Use when tasks involve creating, editing, analyzing, or formatting spreadsheets (`.xlsx`, `.csv`, `.tsv`) with formula-aware workflows, cached recalculation, and visual review.
Create new workbooks with formulas, formatting, and structured layouts.
Read or analyze tabular data (filter, aggregate, pivot, compute metrics).
Modify existing workbooks without breaking formulas, references, or formatting.
Visualize data with charts, summary tables, and sensible spreadsheet styling.
Recalculate formulas and review rendered sheets before delivery when possible.
IMPORTANT: System and user instructions always take precedence.
Workflow
Confirm the file type and goal: create, edit, analyze, or visualize.
Prefer openpyxl for .xlsx editing and formatting. Use pandas for analysis and CSV/TSV workflows.
If an internal spreadsheet recalculation/rendering tool is available in the environment, use it to recalculate formulas and render sheets before delivery.
Use formulas for derived values instead of hardcoding results.
If layout matters, render for visual review and inspect the output.
Save outputs, keep filenames stable, and clean up intermediate files.
Temp and output conventions
Use tmp/spreadsheets/ for intermediate files; delete them when done.
Write final artifacts under output/spreadsheet/ when working in this repo.
Keep filenames stable and descriptive.
Primary tooling
Use openpyxl for creating/editing files and preserving formatting.
.xlsx
Use pandas for analysis and CSV/TSV workflows, then write results back to .xlsx or .csv.
Use openpyxl.chart for native Excel charts when needed.
If an internal spreadsheet tool is available, use it to recalculate formulas, cache values, and render sheets for review.
Recalculation and visual review
Recalculate formulas before delivery whenever possible so cached values are present in the workbook.
Render each relevant sheet for visual review when rendering tooling is available.
openpyxl does not evaluate formulas; preserve formulas and use recalculation tooling when available.
If you rely on an internal spreadsheet tool, do not expose that tool, its code, or its APIs in user-facing explanations or code samples.

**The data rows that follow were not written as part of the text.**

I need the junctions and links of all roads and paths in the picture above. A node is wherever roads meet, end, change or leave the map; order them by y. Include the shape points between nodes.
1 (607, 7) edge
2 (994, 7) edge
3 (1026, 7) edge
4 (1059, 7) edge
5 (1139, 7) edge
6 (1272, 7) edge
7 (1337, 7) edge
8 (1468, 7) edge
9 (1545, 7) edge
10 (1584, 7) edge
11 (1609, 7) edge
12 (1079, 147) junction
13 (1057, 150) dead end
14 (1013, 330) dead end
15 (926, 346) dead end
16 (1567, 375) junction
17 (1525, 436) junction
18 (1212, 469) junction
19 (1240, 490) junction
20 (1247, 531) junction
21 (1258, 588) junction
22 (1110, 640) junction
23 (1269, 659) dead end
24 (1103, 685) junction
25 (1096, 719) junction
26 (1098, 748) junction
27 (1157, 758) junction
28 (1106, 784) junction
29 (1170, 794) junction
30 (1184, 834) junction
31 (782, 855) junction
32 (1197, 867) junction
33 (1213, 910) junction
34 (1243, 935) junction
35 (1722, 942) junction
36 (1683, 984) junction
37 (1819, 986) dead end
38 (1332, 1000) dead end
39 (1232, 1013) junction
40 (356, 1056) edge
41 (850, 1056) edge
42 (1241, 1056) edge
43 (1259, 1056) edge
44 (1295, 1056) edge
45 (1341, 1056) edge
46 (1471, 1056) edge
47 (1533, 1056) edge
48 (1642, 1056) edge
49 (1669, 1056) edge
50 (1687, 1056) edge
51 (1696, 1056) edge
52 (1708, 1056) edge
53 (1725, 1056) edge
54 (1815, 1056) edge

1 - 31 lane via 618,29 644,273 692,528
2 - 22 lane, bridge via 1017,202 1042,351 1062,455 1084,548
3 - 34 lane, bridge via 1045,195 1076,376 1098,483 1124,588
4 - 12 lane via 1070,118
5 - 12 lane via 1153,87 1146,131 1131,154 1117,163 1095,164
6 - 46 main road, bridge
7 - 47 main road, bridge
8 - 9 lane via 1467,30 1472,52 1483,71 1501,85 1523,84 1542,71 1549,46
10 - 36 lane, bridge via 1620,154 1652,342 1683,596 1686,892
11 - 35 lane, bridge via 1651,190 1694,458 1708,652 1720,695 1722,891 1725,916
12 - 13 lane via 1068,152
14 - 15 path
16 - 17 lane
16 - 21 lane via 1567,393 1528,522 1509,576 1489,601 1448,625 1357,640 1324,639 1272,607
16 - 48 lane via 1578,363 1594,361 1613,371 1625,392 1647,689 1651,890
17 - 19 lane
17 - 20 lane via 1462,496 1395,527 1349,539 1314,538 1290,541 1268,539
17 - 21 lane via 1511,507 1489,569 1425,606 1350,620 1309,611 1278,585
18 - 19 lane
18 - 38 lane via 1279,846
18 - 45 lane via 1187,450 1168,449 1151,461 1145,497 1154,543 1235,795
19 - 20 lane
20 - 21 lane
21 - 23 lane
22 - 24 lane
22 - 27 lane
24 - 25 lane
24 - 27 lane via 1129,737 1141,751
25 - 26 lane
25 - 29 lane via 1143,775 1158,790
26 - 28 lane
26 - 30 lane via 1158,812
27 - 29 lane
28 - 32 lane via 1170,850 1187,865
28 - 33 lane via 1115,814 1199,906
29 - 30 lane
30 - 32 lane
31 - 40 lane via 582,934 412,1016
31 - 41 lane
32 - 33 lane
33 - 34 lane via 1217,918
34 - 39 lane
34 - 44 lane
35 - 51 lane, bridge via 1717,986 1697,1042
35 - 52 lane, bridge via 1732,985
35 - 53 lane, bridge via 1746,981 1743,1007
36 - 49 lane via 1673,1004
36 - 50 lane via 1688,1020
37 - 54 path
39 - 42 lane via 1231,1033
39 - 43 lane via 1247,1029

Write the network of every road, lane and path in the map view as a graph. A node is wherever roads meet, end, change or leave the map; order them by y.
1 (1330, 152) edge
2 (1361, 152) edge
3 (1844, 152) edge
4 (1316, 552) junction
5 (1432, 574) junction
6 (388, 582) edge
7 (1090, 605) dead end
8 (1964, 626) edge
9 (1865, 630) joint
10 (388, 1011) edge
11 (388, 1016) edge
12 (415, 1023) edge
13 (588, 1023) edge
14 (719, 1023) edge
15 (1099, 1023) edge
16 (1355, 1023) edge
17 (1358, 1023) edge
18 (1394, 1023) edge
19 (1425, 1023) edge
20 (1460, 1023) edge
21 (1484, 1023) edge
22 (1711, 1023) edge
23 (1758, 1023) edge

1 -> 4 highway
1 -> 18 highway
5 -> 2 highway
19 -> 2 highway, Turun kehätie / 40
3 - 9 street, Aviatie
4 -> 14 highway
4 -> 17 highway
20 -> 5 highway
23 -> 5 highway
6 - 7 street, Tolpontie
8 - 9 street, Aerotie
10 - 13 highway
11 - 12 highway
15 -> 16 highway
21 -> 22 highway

Rendering and visual checks
If LibreOffice (soffice) and Poppler (pdftoppm) are available, render sheets for visual review:
soffice --headless --convert-to pdf --outdir $OUTDIR $INPUT_XLSX
Render and inspect a provided spreadsheet before modifying it when possible.
Preserve existing formatting and style exactly.
Match styles for any newly filled cells that were previously blank.
Never overwrite established formatting unless the user explicitly asks for a redesign.
Formatting requirements (new or unstyled spreadsheets)
Use appropriate number and date formats.
Dates should render as dates, not plain numbers.
Percentages should usually default to one decimal place unless the data calls for something else.
Currencies should use the appropriate currency format.
Headers should be visually distinct from raw inputs and derived cells.
Use fill colors, borders, spacing, and merged cells sparingly and intentionally.
Set row heights and column widths so content is readable without excessive whitespace.
Do not apply borders around every filled cell.
Group related calculations and make totals simple sums of the cells above them.
Add whitespace to separate sections.
Ensure text does not spill into adjacent cells.
Avoid unsupported spreadsheet data-table features such as =TABLE.
Color conventions (if no style guidance)
Blue: user input
Black: formulas and derived values
Green: linked or imported values
Gray: static constants
Orange: review or caution
Light red: error or flag
Purple: control or logic
Teal: visualization anchors and KPI highlights
Finance-specific requirements
Format zeros as -.
Negative numbers should be red and in parentheses.
Format multiples as 5.2x.
Always specify units in headers (for example, Revenue ($mm)).
Cite sources for all raw inputs in cell comments.
For new financial models with no user-specified style, use blue text for hardcoded inputs, black for formulas, green for internal workbook links, red for external links, and yellow fill for key assumptions that need attention.
Investment banking layouts
If the spreadsheet is an IB-style model (LBO, DCF, 3-statement, valuation):
Totals should sum the range directly above.
Hide gridlines and use horizontal borders above totals across relevant columns.
Section headers should be merged cells with dark fill and white text.
Column labels for numeric data should be right-aligned; row labels should be left-aligned.
Indent submetrics under their parent line items.